• Assigned task
Since only the total matters, count the lines of these entries containing the word "node" and write that total alone.

• Data records
• • • • •
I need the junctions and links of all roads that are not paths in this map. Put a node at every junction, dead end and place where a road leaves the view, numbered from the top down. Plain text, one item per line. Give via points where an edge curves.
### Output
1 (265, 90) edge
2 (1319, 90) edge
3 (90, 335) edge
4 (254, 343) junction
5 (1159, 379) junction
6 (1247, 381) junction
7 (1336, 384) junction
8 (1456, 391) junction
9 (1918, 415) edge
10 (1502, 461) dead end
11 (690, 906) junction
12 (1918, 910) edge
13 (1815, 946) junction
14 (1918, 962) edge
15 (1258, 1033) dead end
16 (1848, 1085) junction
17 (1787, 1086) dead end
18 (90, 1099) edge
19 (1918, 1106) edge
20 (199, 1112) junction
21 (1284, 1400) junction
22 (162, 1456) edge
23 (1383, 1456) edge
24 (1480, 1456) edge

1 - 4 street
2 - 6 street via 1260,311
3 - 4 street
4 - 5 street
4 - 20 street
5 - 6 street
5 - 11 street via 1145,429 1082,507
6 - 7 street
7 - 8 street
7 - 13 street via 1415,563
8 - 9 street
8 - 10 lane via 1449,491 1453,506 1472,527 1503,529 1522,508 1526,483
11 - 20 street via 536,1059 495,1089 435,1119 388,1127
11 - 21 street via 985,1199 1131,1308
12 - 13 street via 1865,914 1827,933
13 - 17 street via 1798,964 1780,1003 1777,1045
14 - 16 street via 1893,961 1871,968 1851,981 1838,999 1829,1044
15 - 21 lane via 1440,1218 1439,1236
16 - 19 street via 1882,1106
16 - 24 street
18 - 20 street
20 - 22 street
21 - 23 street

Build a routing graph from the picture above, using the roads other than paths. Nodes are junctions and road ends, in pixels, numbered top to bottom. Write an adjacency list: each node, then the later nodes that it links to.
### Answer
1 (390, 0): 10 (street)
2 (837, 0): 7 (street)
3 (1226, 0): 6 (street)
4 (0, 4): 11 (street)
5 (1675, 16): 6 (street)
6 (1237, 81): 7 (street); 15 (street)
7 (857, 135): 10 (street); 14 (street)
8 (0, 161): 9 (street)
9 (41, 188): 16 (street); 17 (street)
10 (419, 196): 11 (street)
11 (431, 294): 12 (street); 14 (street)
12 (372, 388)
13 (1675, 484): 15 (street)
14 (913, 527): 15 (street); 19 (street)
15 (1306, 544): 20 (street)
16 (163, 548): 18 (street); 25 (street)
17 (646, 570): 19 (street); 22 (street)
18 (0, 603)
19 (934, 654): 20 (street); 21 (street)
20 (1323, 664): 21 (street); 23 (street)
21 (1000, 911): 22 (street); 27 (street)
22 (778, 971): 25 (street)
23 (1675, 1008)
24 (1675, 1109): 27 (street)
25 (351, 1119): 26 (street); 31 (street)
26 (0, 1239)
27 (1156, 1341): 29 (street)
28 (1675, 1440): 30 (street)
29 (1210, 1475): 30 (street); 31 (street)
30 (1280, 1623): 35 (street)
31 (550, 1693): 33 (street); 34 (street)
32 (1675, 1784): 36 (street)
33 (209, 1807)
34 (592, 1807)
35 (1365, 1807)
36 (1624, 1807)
• • • • •
• Reply
2